At one time, Indonesia was described as the only country in the world where you can obtain a receipt when you bribe someone.

And if you want to survive a grilling by customs or immigration officers in the notorious Lagos airport in Nigeria, you need a stack of dollar bills to walk out unmolested.

But after a recent crackdown by the government of President Olesegun Obasanjo, you could get out of the clutches of customs officers with a few ball point pens.

But in reality Pakistan, Indonesia and Nigeria are no worse than Russia, Italy, Japan or even the United States.

If bribery and corruption take place in arithmetic proportions in developing nations - best described as peanuts- they assume geometric proportions in the world's richer countries.

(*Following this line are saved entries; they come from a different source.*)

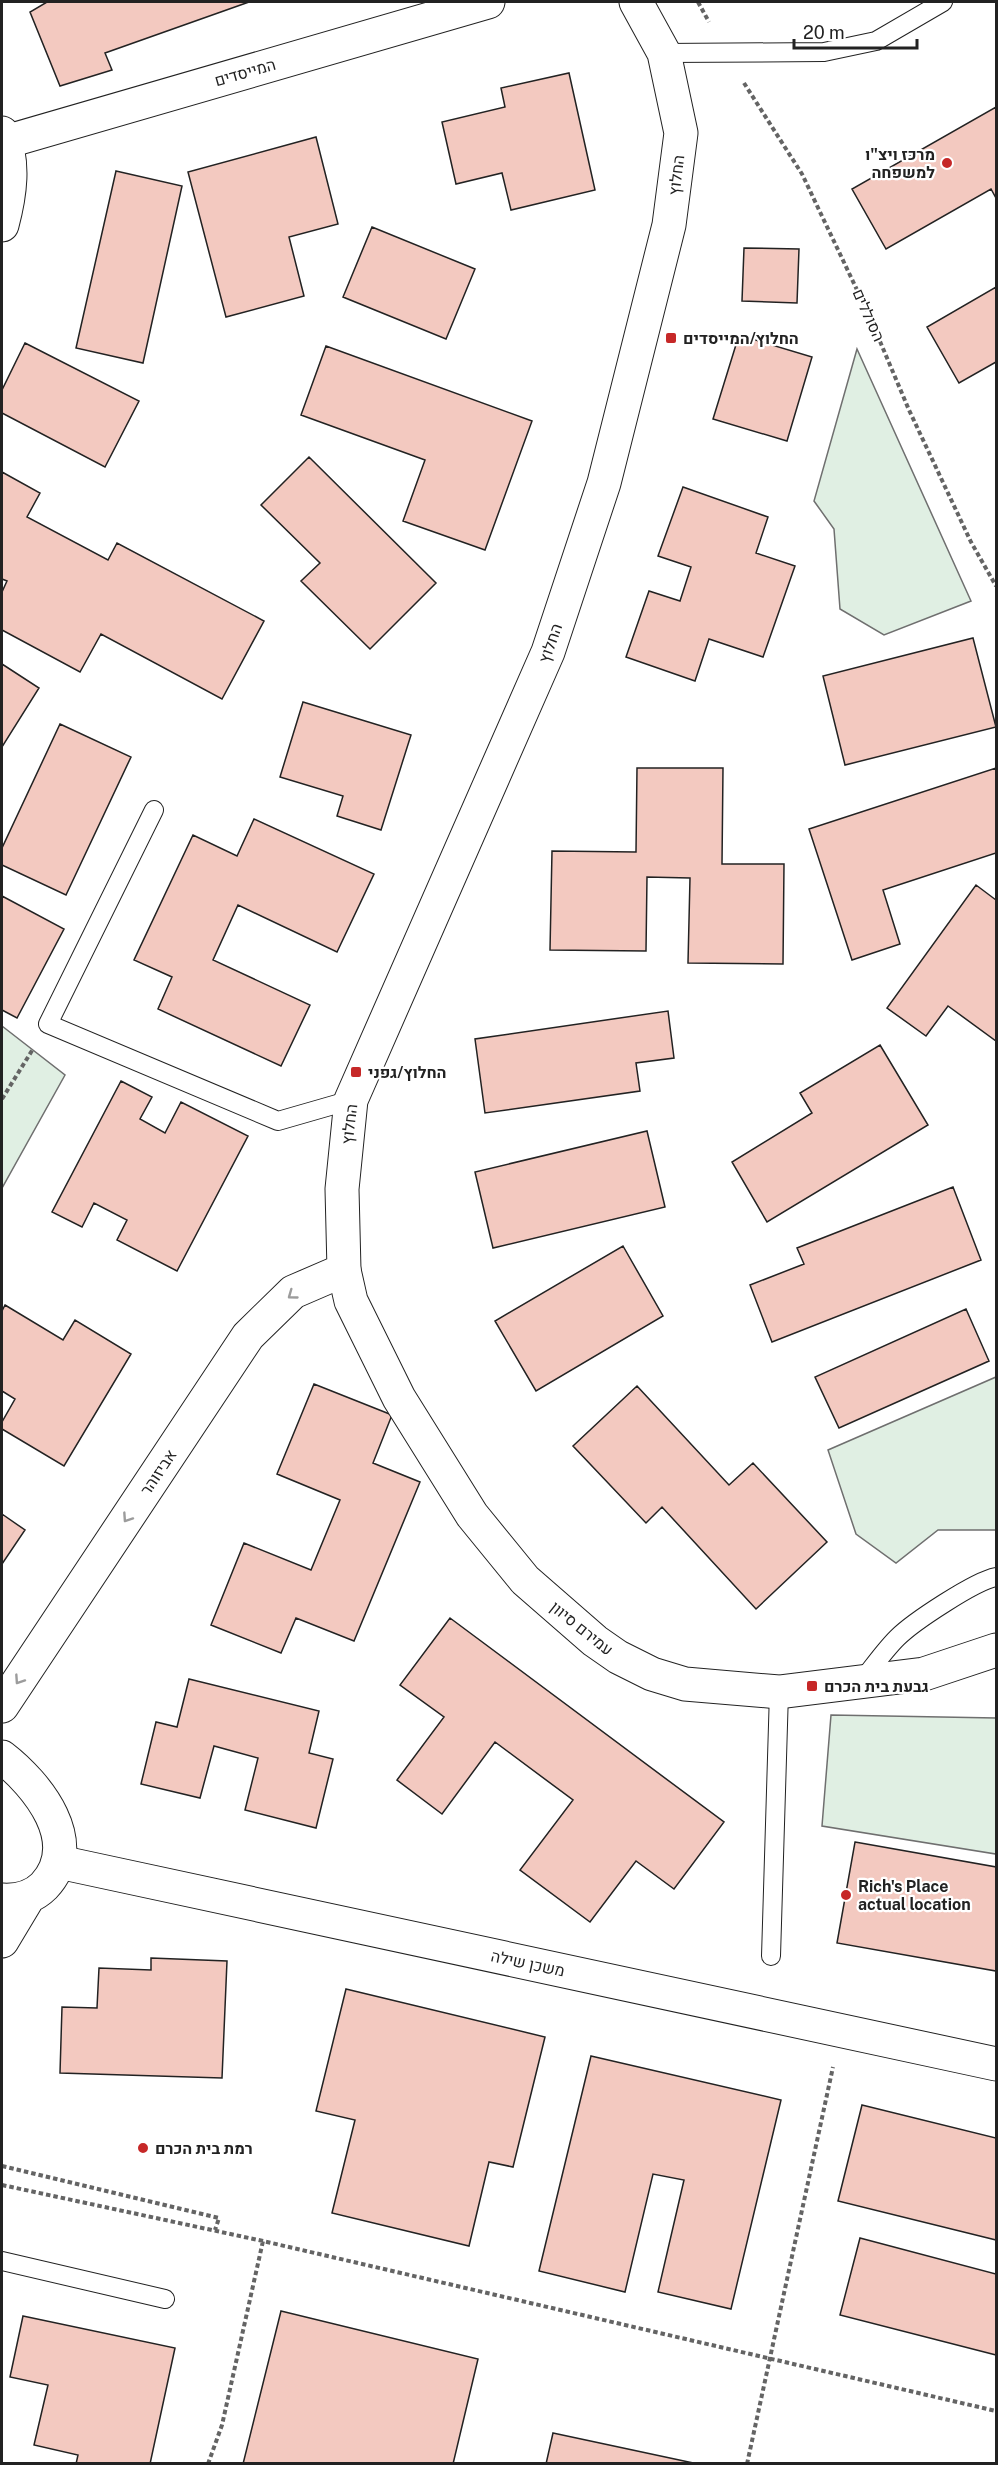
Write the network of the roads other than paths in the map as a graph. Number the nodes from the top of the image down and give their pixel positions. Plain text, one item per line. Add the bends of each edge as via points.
1 (488, 2) edge
2 (636, 2) edge
3 (943, 2) edge
4 (664, 53) junction
5 (3, 139) edge
6 (2, 225) edge
7 (154, 810) dead end
8 (351, 1100) junction
9 (344, 1270) junction
10 (996, 1577) edge
11 (996, 1650) edge
12 (861, 1682) junction
13 (779, 1692) junction
14 (2, 1706) edge
15 (2, 1757) edge
16 (59, 1862) junction
17 (15, 1898) edge
18 (2, 1941) edge
19 (771, 1956) dead end
20 (996, 2064) edge
21 (2, 2261) edge
22 (165, 2299) dead end

1 - 5 street, המייסדים
2 - 4 street, החלוץ
3 - 4 lane via 876,41 824,52
4 - 8 street, החלוץ via 681,133 669,225 604,483 548,652
5 - 6 street via 11,186
7 - 8 lane via 48,1024 278,1121
8 - 9 street, החלוץ via 342,1189
9 - 13 street, עמירם סיוון via 351,1301 399,1398 471,1515 525,1580 595,1641 652,1674 685,1684
9 -> 14 street, אביזוהר via 293,1292 248,1336
10 - 12 lane via 986,1579 898,1637
11 - 12 street, עמירם סיוון via 924,1674
12 - 13 street, עמירם סיוון
13 - 19 lane
15 - 16 street via 41,1796 61,1844
16 - 17 street via 50,1879
16 - 20 street, משכן שילה
17 - 18 street
21 - 22 lane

The revelations about corporate fraud in the United States during the past few months have shaken money markets and undermined the confidence of investors in this country.

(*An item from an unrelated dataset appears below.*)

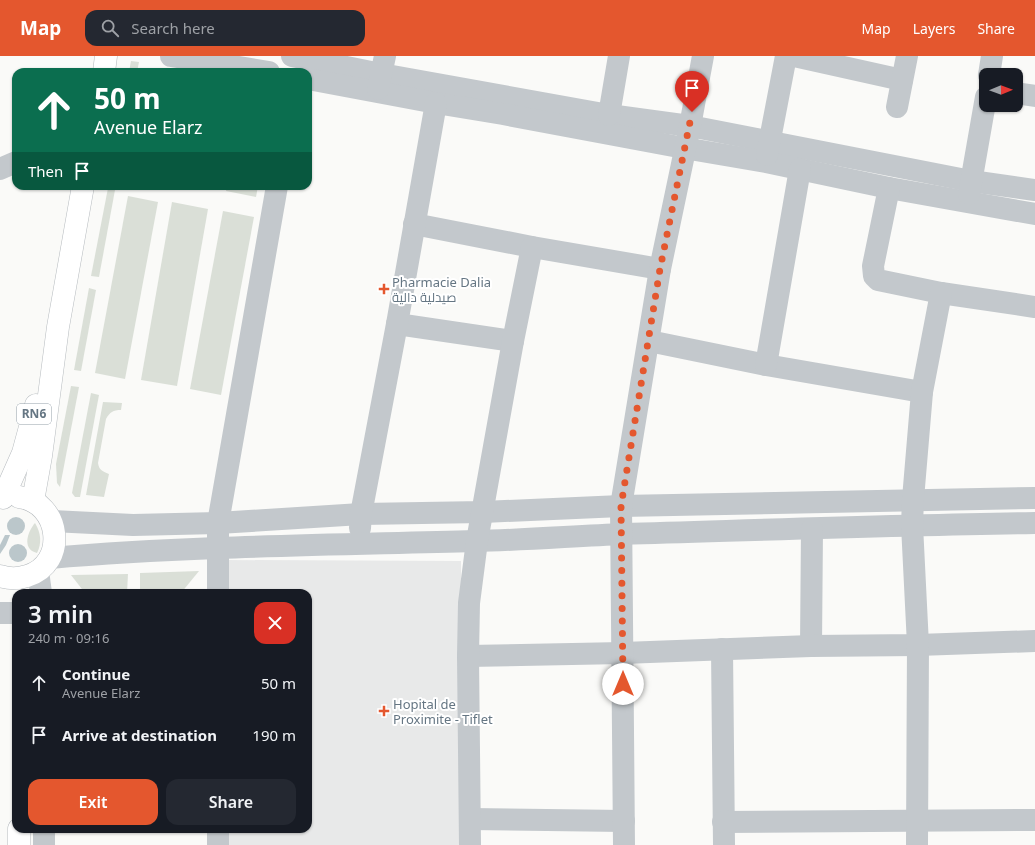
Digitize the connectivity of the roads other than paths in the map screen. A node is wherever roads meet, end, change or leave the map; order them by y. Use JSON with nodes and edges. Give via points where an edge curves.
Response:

The phenomenal growth of corruption- including corporate fraud, tax evasion, stock manipulation and insider trading- is really giving capitalism a bad name in the United States.

Gary Trudeau, the cartoonist who created Doonesbury, says the business section of American newspapers these days look like a crime page.

The corporate giants hit by financial scandals include Enron, Arthur Andersen, Halliburton, Adelphia, R.J. Reynolds, Tyco, Bristol-Myers, Global Crossing, QWest Communications and WorldCom.

Even Computer Associates, whose chief executive officer is a Sri Lankan expatriate, is now under federal investigation for inflating its earnings in the late 1990s in an attempt to enrich its top executives who received some $1.1 billion worth of company stocks linked to the performance of stock prices.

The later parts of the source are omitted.